The HTML API currently rejects script tag contents that may be dangerous. This is a proposal to detect JavaScript and JSON script tags and automatically escape contents when necessary.

  • JSON and JavaScript script tags may be detected according to the HTML standard.
  • Script tag contents are escaped only when <script or </script (case-insensitive) is found.

In JSON

< is replaced with \u003C. This eliminates the problematic strings and aligns with the approach described in #63851 and applied in r60681.

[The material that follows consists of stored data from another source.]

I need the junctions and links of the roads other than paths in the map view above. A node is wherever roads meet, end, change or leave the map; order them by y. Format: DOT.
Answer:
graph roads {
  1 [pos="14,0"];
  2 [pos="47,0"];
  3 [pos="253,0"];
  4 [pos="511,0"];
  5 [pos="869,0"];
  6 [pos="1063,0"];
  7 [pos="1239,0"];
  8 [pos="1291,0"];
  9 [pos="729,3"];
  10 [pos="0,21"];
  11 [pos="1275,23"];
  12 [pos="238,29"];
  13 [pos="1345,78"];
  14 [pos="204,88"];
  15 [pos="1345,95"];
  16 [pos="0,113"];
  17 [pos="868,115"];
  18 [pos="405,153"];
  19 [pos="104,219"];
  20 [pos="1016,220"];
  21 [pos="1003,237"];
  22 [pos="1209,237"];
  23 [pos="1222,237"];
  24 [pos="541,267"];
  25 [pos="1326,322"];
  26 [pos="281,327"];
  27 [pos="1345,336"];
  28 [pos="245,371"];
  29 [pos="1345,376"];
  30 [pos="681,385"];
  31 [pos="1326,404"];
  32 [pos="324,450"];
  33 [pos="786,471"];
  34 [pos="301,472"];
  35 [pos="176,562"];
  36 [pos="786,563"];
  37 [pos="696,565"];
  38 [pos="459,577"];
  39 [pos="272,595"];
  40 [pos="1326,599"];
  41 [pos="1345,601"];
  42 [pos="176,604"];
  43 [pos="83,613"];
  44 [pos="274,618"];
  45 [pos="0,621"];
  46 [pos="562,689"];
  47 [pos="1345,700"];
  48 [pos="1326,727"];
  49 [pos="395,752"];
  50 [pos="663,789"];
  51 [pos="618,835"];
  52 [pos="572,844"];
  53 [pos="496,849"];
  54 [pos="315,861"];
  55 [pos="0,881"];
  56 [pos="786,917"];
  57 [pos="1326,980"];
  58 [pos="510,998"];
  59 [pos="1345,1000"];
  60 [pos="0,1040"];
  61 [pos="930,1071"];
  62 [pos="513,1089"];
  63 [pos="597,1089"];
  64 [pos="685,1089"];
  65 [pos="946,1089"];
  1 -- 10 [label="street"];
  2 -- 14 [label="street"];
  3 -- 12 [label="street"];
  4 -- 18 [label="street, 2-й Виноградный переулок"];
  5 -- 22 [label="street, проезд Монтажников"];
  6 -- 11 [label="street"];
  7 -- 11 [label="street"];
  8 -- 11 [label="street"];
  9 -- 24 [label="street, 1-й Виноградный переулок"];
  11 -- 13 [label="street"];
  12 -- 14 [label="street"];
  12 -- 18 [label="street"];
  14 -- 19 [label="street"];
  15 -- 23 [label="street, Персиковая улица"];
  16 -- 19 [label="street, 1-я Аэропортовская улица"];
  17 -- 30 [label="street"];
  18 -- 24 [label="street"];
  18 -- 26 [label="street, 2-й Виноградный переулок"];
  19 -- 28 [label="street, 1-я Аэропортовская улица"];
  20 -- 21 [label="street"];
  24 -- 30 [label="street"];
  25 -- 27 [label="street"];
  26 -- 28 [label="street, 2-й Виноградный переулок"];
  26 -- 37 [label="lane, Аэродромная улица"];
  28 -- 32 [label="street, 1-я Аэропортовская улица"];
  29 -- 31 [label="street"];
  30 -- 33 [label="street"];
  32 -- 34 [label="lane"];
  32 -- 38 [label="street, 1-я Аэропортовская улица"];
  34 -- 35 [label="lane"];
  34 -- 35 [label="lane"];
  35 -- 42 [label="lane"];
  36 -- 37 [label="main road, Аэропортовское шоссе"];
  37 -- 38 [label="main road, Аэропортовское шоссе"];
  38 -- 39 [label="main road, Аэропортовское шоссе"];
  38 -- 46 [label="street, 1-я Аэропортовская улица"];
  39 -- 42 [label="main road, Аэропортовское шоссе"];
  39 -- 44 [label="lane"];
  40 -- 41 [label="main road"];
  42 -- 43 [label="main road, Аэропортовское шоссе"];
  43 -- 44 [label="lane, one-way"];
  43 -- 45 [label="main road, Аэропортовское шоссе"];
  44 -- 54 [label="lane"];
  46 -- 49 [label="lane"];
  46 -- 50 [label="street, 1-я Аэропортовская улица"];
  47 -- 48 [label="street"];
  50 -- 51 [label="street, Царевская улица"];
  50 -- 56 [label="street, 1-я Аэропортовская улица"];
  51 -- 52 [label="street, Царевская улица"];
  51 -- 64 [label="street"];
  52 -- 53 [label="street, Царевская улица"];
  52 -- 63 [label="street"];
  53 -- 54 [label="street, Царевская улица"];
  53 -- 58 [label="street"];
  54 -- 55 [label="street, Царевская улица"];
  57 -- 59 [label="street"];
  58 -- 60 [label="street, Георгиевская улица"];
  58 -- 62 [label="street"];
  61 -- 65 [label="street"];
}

This is proposed as a simple character replacement with strtr. This should be highly performant. A less invasive replacement could be done to only replace < in <script or </script where it's really necessary. This would preserve more of the JSON string, but likely at the cost of performance. It would require either a regular expression with case-insensitive matching (see JavaScript example).

In JavaScript

<script and </script (followed by a necessary tag termination character \t\n\r\f/>) the s is replaced with its Unicode escape. This should remain valid in all contexts where the text can appear and maintain identical behavior in all except a few edge cases (see ticket or quoted section below for full explanation and caveats).

From the ticket:

The HTML API prevents setting SCRIPT tag that could modify the tree either by closing the SCRIPT element prematurely, or by preventing the SCRIPT element from closing at the expected close tag.

This is handled by rejecting any script tag contents that are potentially dangerous and is safe. There are some improvements that could be made.

If the contents are found to be unsafe and the type of the script tag is JSON or JavaScript (this is well specified in the HTML standard), it should be possible to apply a syntactic transformation to the contents in such a way that the script contents become safe without semantically altering the script.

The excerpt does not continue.